** Information provided follows **
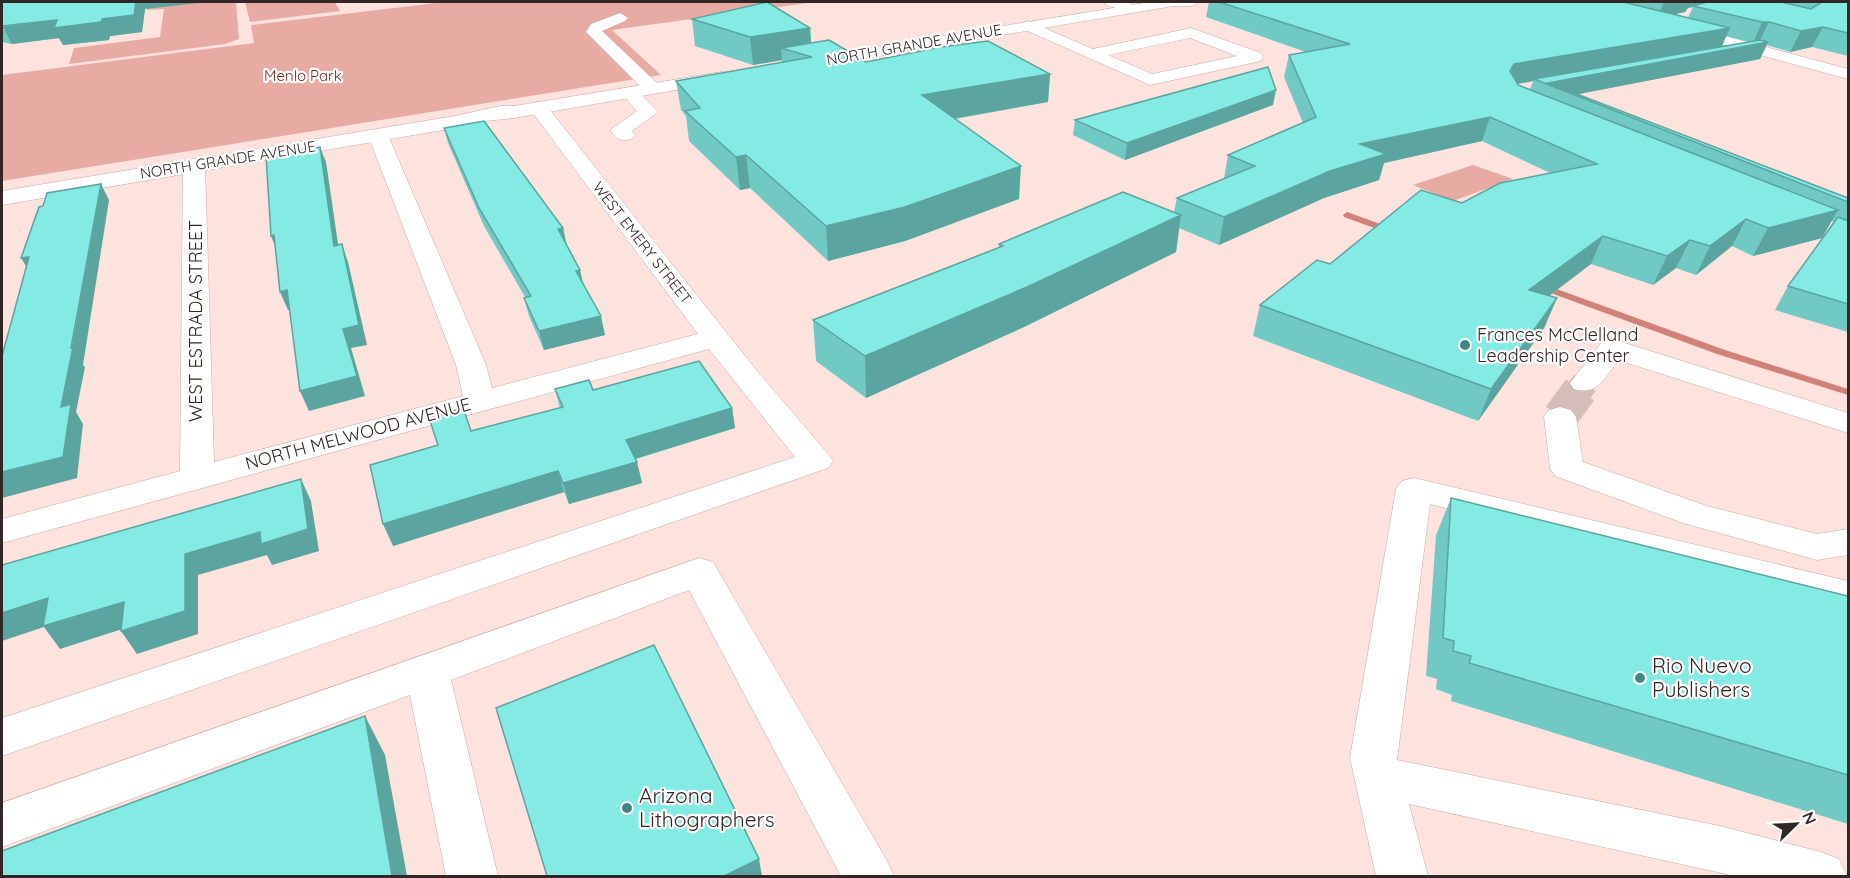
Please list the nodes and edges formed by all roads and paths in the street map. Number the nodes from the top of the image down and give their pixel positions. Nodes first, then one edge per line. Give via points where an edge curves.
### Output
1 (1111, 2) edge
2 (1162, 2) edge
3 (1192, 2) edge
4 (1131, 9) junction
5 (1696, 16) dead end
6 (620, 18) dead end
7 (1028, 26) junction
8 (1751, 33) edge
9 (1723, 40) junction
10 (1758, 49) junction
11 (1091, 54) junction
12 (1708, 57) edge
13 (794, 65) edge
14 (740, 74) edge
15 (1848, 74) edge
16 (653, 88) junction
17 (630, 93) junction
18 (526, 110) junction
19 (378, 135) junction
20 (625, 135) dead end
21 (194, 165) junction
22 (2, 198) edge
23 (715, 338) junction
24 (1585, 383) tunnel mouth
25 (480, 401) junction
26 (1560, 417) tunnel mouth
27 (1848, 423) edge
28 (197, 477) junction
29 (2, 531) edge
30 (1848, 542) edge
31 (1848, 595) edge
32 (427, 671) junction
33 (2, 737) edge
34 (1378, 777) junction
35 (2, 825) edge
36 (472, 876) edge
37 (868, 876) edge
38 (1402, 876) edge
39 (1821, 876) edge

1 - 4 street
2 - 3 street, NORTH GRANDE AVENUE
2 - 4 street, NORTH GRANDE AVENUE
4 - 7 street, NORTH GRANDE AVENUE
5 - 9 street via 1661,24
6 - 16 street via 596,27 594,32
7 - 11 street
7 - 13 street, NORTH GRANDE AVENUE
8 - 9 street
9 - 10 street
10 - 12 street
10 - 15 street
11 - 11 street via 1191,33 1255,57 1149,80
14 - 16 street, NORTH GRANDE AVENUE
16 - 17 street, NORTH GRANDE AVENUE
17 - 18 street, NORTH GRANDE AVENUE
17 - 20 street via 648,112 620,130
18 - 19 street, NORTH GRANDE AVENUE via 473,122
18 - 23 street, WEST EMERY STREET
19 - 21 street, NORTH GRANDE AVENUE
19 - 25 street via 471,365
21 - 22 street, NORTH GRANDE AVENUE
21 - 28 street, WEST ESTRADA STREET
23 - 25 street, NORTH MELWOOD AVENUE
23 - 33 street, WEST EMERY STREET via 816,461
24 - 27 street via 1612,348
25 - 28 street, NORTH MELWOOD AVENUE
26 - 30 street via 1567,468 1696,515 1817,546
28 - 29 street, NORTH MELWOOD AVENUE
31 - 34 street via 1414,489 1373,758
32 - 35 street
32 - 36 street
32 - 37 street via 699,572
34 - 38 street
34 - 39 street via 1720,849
** End of Information provided **
Leave out the pictures and return the listing exactly.

» Reply to the exercise
Please list the nodes and edges formed by all roads and paths in the street map. Number the nodes from the top of the image down and give their pixel positions. Nodes first, then one edge per line. Give via points where an edge curves.
### Output
1 (1111, 2) edge
2 (1162, 2) edge
3 (1192, 2) edge
4 (1131, 9) junction
5 (1696, 16) dead end
6 (620, 18) dead end
7 (1028, 26) junction
8 (1751, 33) edge
9 (1723, 40) junction
10 (1758, 49) junction
11 (1091, 54) junction
12 (1708, 57) edge
13 (794, 65) edge
14 (740, 74) edge
15 (1848, 74) edge
16 (653, 88) junction
17 (630, 93) junction
18 (526, 110) junction
19 (378, 135) junction
20 (625, 135) dead end
21 (194, 165) junction
22 (2, 198) edge
23 (715, 338) junction
24 (1585, 383) tunnel mouth
25 (480, 401) junction
26 (1560, 417) tunnel mouth
27 (1848, 423) edge
28 (197, 477) junction
29 (2, 531) edge
30 (1848, 542) edge
31 (1848, 595) edge
32 (427, 671) junction
33 (2, 737) edge
34 (1378, 777) junction
35 (2, 825) edge
36 (472, 876) edge
37 (868, 876) edge
38 (1402, 876) edge
39 (1821, 876) edge

1 - 4 street
2 - 3 street, NORTH GRANDE AVENUE
2 - 4 street, NORTH GRANDE AVENUE
4 - 7 street, NORTH GRANDE AVENUE
5 - 9 street via 1661,24
6 - 16 street via 596,27 594,32
7 - 11 street
7 - 13 street, NORTH GRANDE AVENUE
8 - 9 street
9 - 10 street
10 - 12 street
10 - 15 street
11 - 11 street via 1191,33 1255,57 1149,80
14 - 16 street, NORTH GRANDE AVENUE
16 - 17 street, NORTH GRANDE AVENUE
17 - 18 street, NORTH GRANDE AVENUE
17 - 20 street via 648,112 620,130
18 - 19 street, NORTH GRANDE AVENUE via 473,122
18 - 23 street, WEST EMERY STREET
19 - 21 street, NORTH GRANDE AVENUE
19 - 25 street via 471,365
21 - 22 street, NORTH GRANDE AVENUE
21 - 28 street, WEST ESTRADA STREET
23 - 25 street, NORTH MELWOOD AVENUE
23 - 33 street, WEST EMERY STREET via 816,461
24 - 27 street via 1612,348
25 - 28 street, NORTH MELWOOD AVENUE
26 - 30 street via 1567,468 1696,515 1817,546
28 - 29 street, NORTH MELWOOD AVENUE
31 - 34 street via 1414,489 1373,758
32 - 35 street
32 - 36 street
32 - 37 street via 699,572
34 - 38 street
34 - 39 street via 1720,849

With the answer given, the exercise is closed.